Michael W. Cuneo is a Canadian-born author who was professor of sociology and anthropology at Fordham University.
Cuneo was born in 1953or1954(age 70–71) in Canada. [1]
He worked as a cab driver in Toronto, Ontario. His father had also been a cab driver. [1]
Cuneo received his doctorate from the University of Toronto in the study of religion in 1988. His doctoral supervisor was Roger O’Toole. [2]
He became a professor at Fordham University in New York City. He has subsequently retired. [2]
Cuneo's first two books Catholics Against the Church: Anti-Abortion Protest in Toronto, 1969-1985 (1989) and The Sociology of Religion: An Organizational Bibliography (1990), co-authored with Anthony J. Blasi, were aimed at an academic audience. But his 1997 book, The Smoke of Satan: Conservative and Traditionalist Dissent in Contemporary American Catholicism sought to balance rigor with a style appealing to a popular audience. [1]

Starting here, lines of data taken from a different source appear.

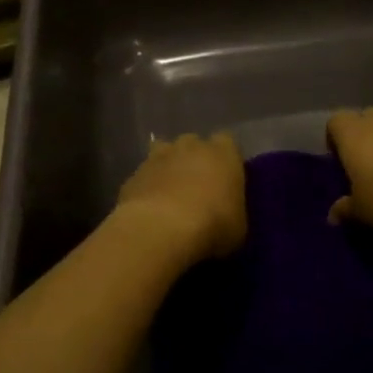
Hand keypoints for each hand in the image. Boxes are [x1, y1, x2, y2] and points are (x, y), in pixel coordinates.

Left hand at [115, 133, 246, 262]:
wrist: (161, 229)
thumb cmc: (212, 225)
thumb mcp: (238, 228)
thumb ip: (233, 211)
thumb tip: (226, 215)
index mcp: (223, 153)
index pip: (228, 143)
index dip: (226, 161)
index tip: (225, 180)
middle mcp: (191, 146)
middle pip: (194, 144)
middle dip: (194, 161)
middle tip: (197, 189)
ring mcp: (158, 157)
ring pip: (164, 154)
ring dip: (168, 169)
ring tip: (170, 197)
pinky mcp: (133, 174)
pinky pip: (144, 177)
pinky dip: (147, 189)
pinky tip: (149, 213)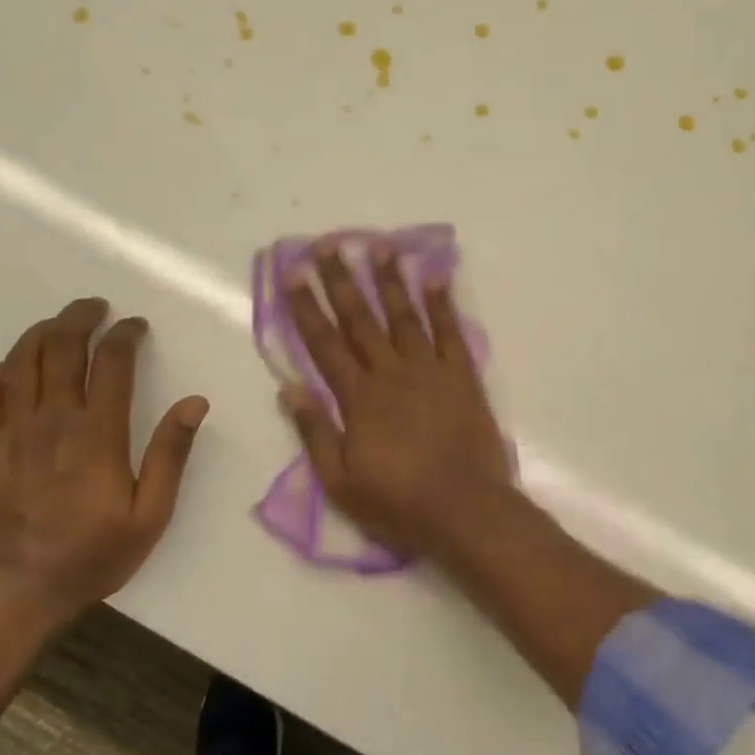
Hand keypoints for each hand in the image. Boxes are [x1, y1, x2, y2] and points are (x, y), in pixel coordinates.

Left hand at [0, 298, 208, 620]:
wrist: (22, 591)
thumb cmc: (95, 553)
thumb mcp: (151, 513)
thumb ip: (171, 454)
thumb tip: (194, 402)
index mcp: (97, 435)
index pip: (110, 363)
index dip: (124, 335)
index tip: (137, 326)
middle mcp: (52, 422)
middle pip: (60, 349)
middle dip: (79, 318)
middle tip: (97, 307)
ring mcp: (13, 434)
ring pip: (21, 363)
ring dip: (40, 333)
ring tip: (60, 324)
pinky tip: (13, 368)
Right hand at [280, 240, 512, 557]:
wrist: (466, 510)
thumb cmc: (398, 502)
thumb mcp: (340, 482)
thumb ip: (315, 432)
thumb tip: (289, 388)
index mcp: (359, 398)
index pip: (325, 344)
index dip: (306, 307)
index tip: (293, 274)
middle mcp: (392, 373)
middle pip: (360, 319)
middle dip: (341, 280)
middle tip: (327, 244)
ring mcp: (430, 371)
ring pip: (404, 316)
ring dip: (389, 280)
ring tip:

His later books included American Exorcism: Expelling Demons in the Land of Plenty (2001), Almost Midnight: An American Story of Murder and Redemption (2004), A Need to Kill: Confessions of a Teen Murderer (2011), and One Last Kiss: The True Story of a Minister's Bodyguard, His Beautiful Mistress, and a Brutal Triple Homicide (2012).